---------- Data for this exercise ----------

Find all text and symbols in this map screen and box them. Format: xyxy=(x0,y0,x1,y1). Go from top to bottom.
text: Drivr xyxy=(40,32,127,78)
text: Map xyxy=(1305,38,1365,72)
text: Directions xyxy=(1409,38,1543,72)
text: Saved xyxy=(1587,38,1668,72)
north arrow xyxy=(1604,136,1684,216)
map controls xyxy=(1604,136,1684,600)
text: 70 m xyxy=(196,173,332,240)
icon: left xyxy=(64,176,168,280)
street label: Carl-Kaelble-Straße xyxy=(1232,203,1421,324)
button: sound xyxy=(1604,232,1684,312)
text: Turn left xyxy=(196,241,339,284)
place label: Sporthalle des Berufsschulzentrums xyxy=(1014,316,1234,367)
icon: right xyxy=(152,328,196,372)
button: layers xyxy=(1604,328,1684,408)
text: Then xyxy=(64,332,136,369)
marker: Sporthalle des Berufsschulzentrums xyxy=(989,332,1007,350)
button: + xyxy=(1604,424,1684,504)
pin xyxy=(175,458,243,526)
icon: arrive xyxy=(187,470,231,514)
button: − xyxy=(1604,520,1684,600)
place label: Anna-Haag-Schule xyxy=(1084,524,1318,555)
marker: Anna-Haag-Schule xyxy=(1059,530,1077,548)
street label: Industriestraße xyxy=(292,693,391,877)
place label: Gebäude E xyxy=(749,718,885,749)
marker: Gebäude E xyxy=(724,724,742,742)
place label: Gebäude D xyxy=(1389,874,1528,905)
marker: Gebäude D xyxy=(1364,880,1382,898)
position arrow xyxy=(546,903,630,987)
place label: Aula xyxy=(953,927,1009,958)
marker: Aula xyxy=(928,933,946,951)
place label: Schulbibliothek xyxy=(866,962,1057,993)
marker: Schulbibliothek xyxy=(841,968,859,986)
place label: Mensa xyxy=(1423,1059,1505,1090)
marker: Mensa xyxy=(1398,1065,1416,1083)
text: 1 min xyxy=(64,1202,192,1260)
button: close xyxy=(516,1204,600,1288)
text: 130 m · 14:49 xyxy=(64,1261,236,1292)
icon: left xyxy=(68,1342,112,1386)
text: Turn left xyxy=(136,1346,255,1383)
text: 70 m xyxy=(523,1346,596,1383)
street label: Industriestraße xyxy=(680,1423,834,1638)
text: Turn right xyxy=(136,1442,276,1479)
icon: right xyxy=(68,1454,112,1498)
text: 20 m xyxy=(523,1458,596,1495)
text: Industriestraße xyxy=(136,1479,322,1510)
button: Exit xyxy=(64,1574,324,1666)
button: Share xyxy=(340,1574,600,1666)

----------

* **Work to complete**: Which lines of the data above contain "icon"? Copy each one.

* **Solution to this task**:
icon: left xyxy=(64,176,168,280)
icon: right xyxy=(152,328,196,372)
icon: arrive xyxy=(187,470,231,514)
icon: left xyxy=(68,1342,112,1386)
icon: right xyxy=(68,1454,112,1498)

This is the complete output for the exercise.